Contudo, tudo aconteceu o oposto, nossa casa estava velha, goteiras molhavam tudo quando chovia, mamãe chorava enquanto te ntava fazer alguma coisa, nossas velas acabaram e mal conseguíamos enxergar uma a outra quando anoitecia. O tempo que passava com meu amigo era dividido entre brincadeiras e minhas reclamações, ele escutava todas com atenção e prometia ajudar também, só que eu estava tão cansada de promessas sem fundamento, mamãe prometeu que tudo ficaria bem e as coisas só estavam indo por água abaixo, jurou que papai viria para nos ajudar, mas quando a perguntava sobre isso suas mãos tremiam e mudava de assunto.

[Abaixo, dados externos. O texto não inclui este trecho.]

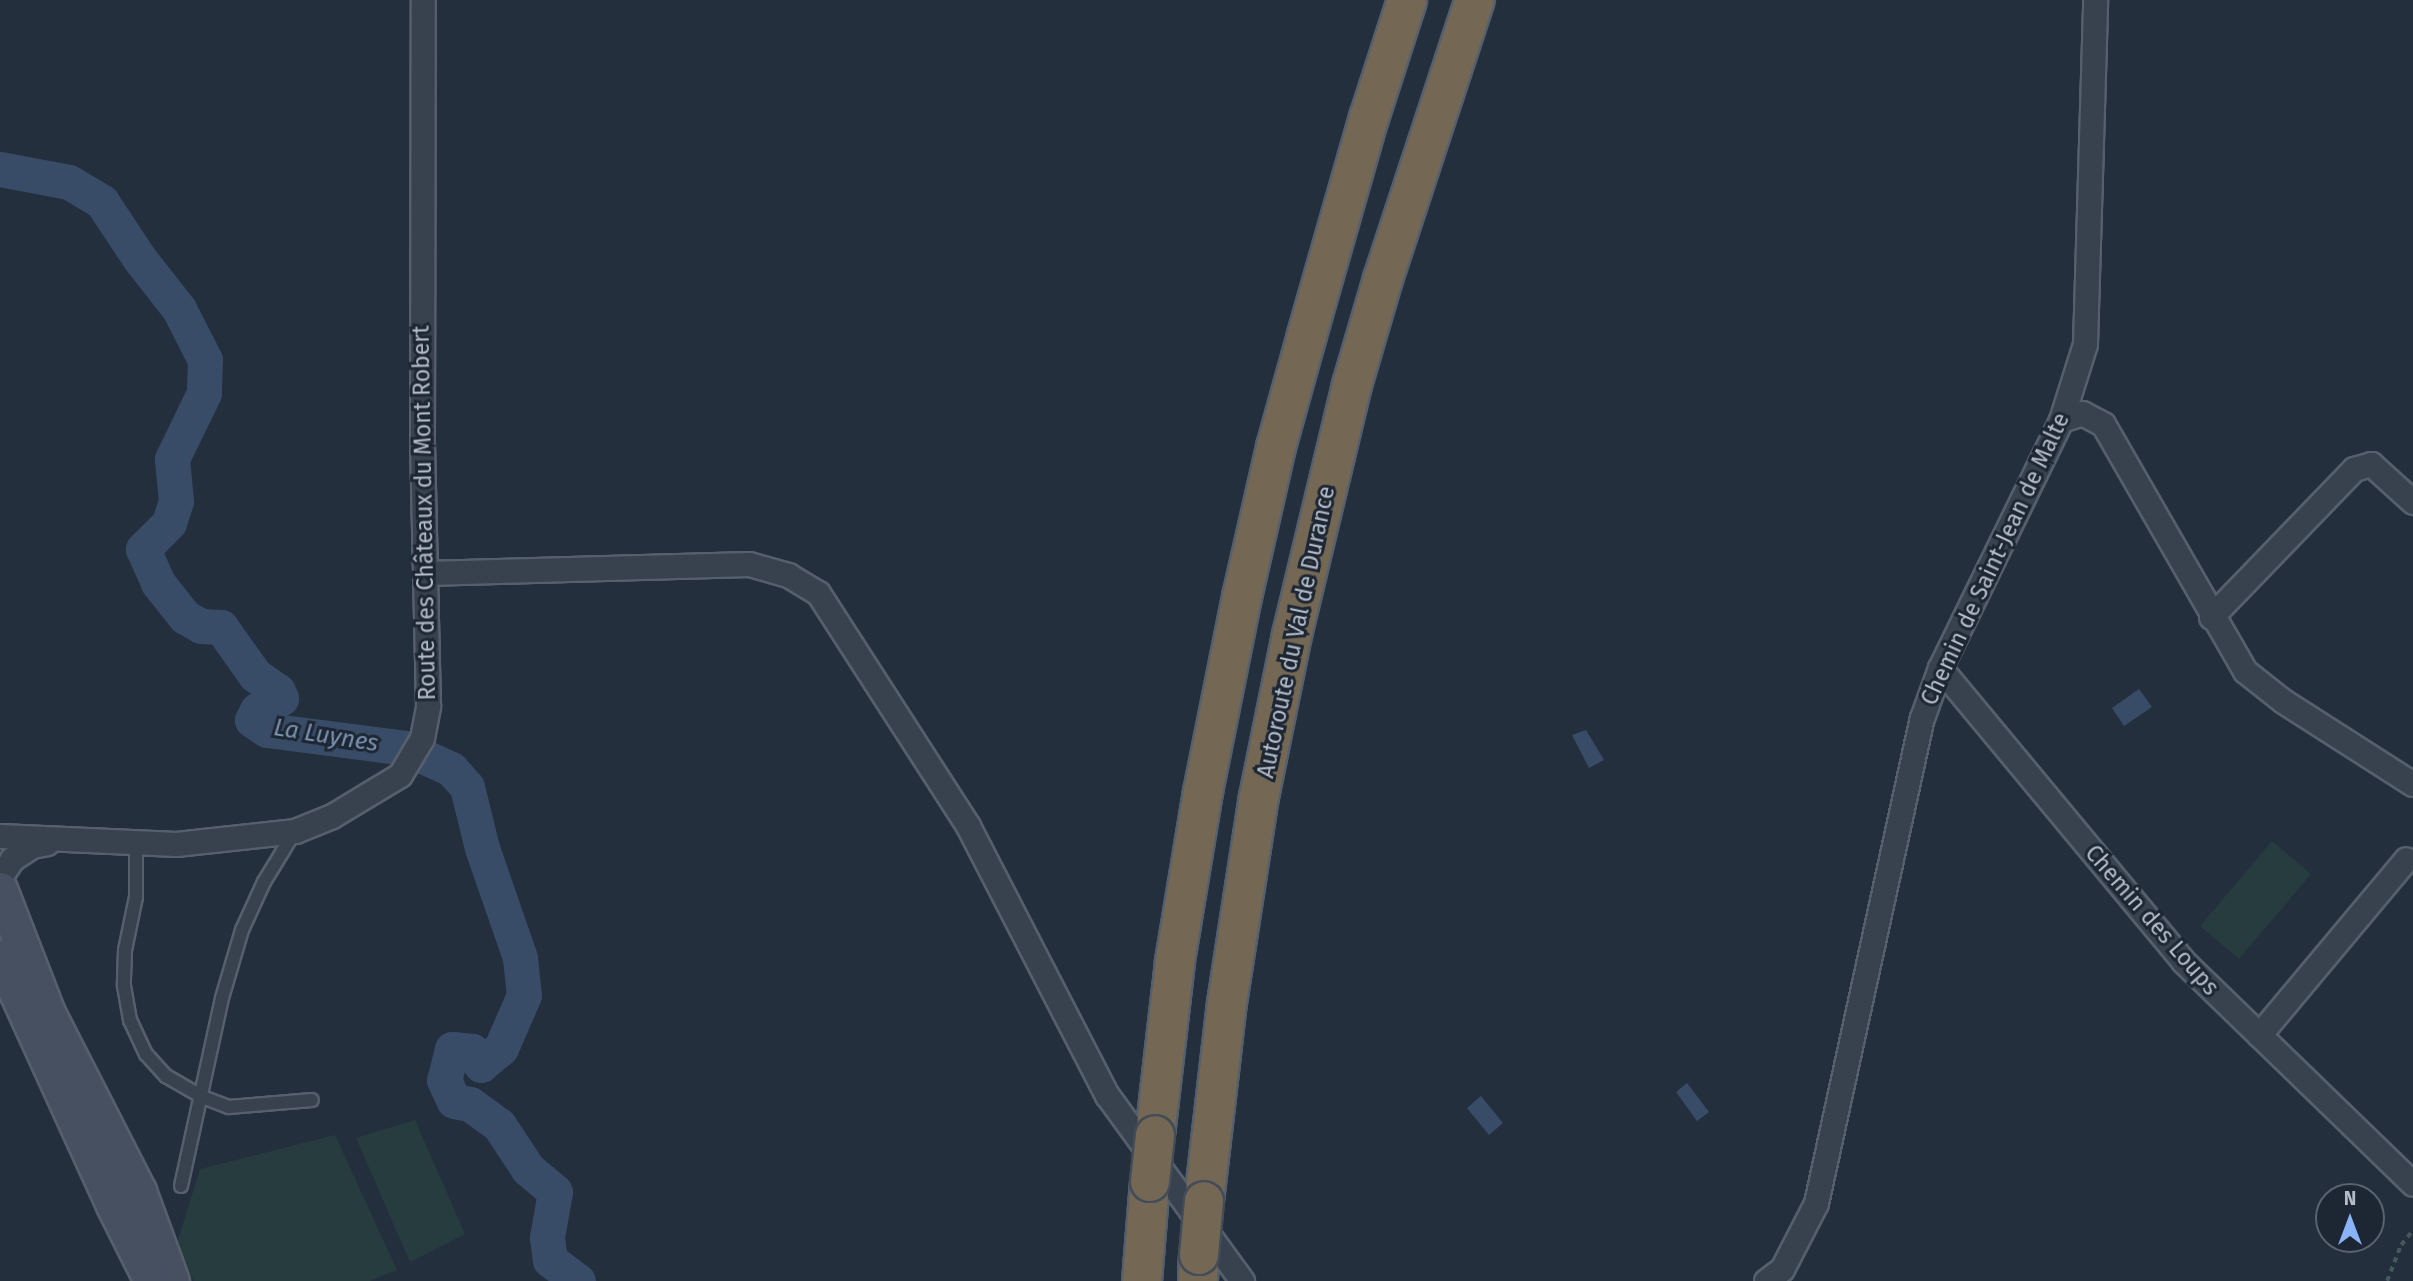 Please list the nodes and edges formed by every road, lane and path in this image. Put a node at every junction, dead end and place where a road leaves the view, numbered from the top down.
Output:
1 (423, 0) edge
2 (1407, 0) edge
3 (2095, 0) edge
4 (1475, 1) edge
5 (2061, 420) junction
6 (2413, 502) edge
7 (426, 573) junction
8 (2211, 617) junction
9 (1940, 668) junction
10 (2413, 784) edge
11 (295, 831) junction
12 (0, 836) edge
13 (57, 841) junction
14 (136, 844) junction
15 (2406, 859) dead end
16 (0, 877) edge
17 (0, 889) edge
18 (0, 957) edge
19 (2259, 1035) junction
20 (200, 1096) junction
21 (312, 1100) dead end
22 (2413, 1184) edge
23 (181, 1186) dead end
24 (2413, 1230) edge
25 (1198, 1268) edge
26 (1781, 1277) edge
27 (151, 1281) edge
28 (172, 1281) edge
29 (1142, 1281) edge
30 (1242, 1281) edge
31 (2387, 1281) edge

1 - 7 street, Route des Châteaux du Mont Robert
2 - 29 highway, bridge
3 - 5 street, Chemin de Saint-Jean de Malte
4 - 25 highway, Autoroute du Val de Durance, bridge
5 - 8 street
5 - 9 street, Chemin de Saint-Jean de Malte
6 - 8 street
7 - 11 street, Route des Châteaux du Mont Robert
7 - 30 street
8 - 10 street
9 - 19 street, Chemin des Loups
9 - 26 street, Chemin de Saint-Jean de Malte
11 - 14 street, Route des Châteaux du Mont Robert
11 - 20 lane
12 - 13 street, Route des Châteaux du Mont Robert
13 - 14 street, Route des Châteaux du Mont Robert
13 - 16 street
14 - 20 lane
15 - 19 street
17 - 28 main road
18 - 27 main road
19 - 22 street, Chemin des Loups
20 - 21 lane
20 - 23 lane
24 - 31 path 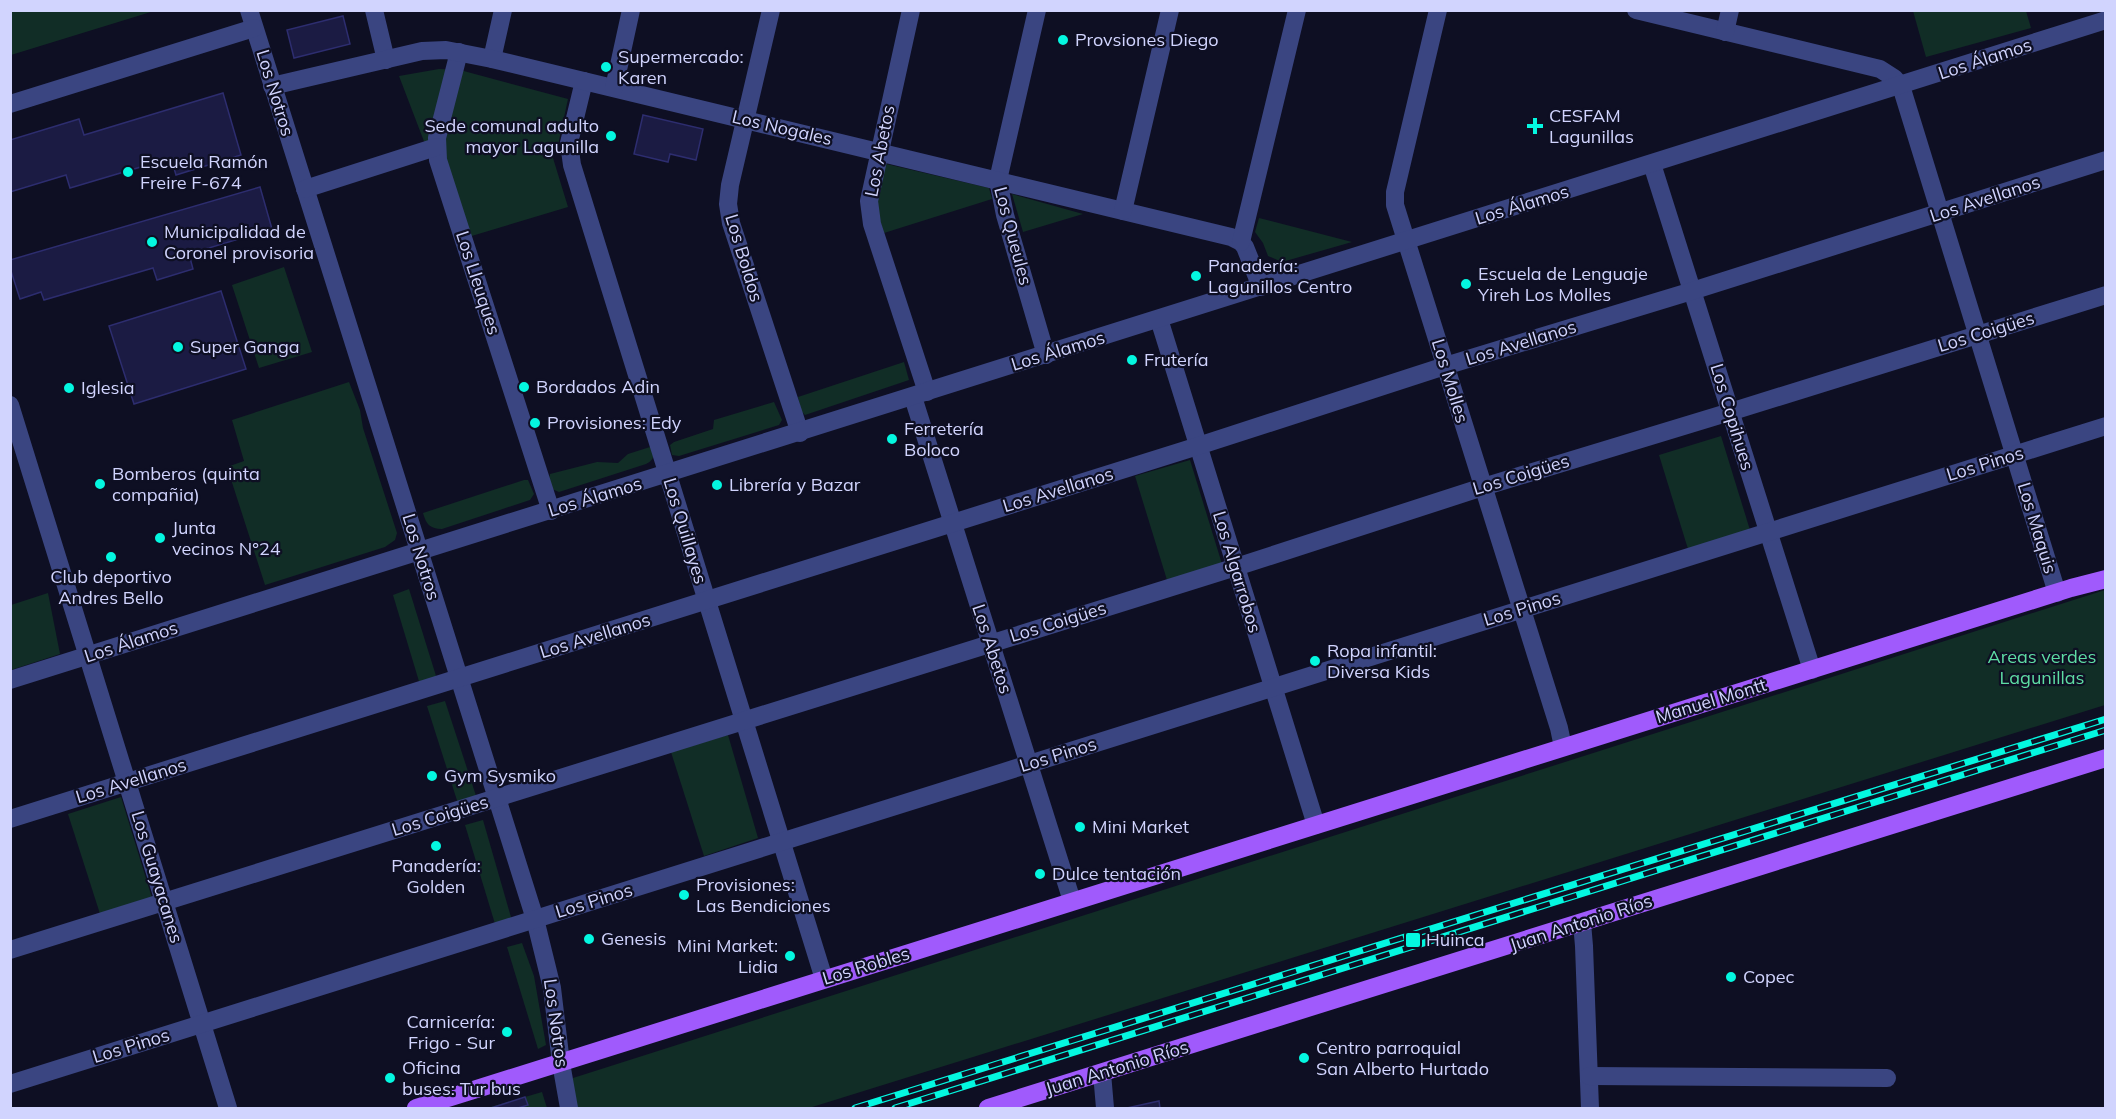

Queria um pouco de certezas, quando sonho pareço tão grande, mas sei o quanto sou pequena, tenho noção das coisas que terei de conquistar, dos grandes desafios a minha frente, amo minha mãe, mas não quero permanecer o resto da vida esperando por alguém que não vem, presa em uma casa enquanto as pessoas ao meu redor possuem as melhores coisas da vida.

- Precisa entender que fiz tudo que pude para não fazer você se sentir dessa forma – mamãe disse quando contei como me sentia – Eu sei que é difícil, na sua idade as crianças não deviam ter que passar por isso.

- Papai não irá vir, não é? – perguntei enquanto sentia meus olhos arderem em lágrimas – Mamãe, não minta para mim.

- Eu... – engoliu em seco e silenciou-se, nenhuma palavra dita enquanto derramava algumas lágrimas, em seguida respirou fundo e beijou minha testa. Fiquei parada na mesma posição enquanto ela saia porta a fora, as costas tensionadas e uma expressão cansada no rosto. Então, a culpa encheu meu coração, como pude dizer aquelas coisas? Deveria ter sido mais compreensiva.